[Start of section]

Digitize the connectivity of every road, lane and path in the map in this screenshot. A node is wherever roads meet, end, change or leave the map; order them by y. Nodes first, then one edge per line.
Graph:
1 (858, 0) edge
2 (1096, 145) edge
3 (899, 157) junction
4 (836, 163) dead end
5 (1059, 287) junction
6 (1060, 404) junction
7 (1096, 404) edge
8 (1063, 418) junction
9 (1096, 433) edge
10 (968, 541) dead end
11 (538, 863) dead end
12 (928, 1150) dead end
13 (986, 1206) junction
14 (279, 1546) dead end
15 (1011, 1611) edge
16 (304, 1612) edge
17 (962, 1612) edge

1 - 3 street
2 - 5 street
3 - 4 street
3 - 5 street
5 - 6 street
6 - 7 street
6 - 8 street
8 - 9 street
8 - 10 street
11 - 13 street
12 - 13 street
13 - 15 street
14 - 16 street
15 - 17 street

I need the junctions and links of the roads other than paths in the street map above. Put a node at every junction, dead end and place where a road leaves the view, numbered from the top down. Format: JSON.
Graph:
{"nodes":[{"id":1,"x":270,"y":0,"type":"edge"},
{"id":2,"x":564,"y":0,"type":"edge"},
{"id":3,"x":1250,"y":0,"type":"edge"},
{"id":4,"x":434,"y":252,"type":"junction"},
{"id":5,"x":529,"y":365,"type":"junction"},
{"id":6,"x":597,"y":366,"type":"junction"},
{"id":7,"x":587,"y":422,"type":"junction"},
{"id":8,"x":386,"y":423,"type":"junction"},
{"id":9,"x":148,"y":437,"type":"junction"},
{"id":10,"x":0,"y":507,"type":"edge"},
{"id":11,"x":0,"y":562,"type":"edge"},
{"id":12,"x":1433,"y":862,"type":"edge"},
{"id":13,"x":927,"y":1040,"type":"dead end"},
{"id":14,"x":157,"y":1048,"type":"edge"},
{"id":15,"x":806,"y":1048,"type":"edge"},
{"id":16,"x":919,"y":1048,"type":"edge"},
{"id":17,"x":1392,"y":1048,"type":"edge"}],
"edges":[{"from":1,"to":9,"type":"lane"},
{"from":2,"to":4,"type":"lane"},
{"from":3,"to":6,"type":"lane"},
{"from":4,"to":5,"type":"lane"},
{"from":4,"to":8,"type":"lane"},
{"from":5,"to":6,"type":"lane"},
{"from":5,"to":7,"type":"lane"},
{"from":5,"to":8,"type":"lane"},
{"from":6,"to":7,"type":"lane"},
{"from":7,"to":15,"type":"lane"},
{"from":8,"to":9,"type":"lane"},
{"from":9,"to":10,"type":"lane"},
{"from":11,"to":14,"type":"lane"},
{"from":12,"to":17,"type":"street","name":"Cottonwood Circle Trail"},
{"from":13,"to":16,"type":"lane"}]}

[End of section]

» Task objective
From the entries above, copy every line containing the word "road".

» Solution to the problem
Digitize the connectivity of every road, lane and path in the map in this screenshot. A node is wherever roads meet, end, change or leave the map; order them by y. Nodes first, then one edge per line.
I need the junctions and links of the roads other than paths in the street map above. Put a node at every junction, dead end and place where a road leaves the view, numbered from the top down. Format: JSON.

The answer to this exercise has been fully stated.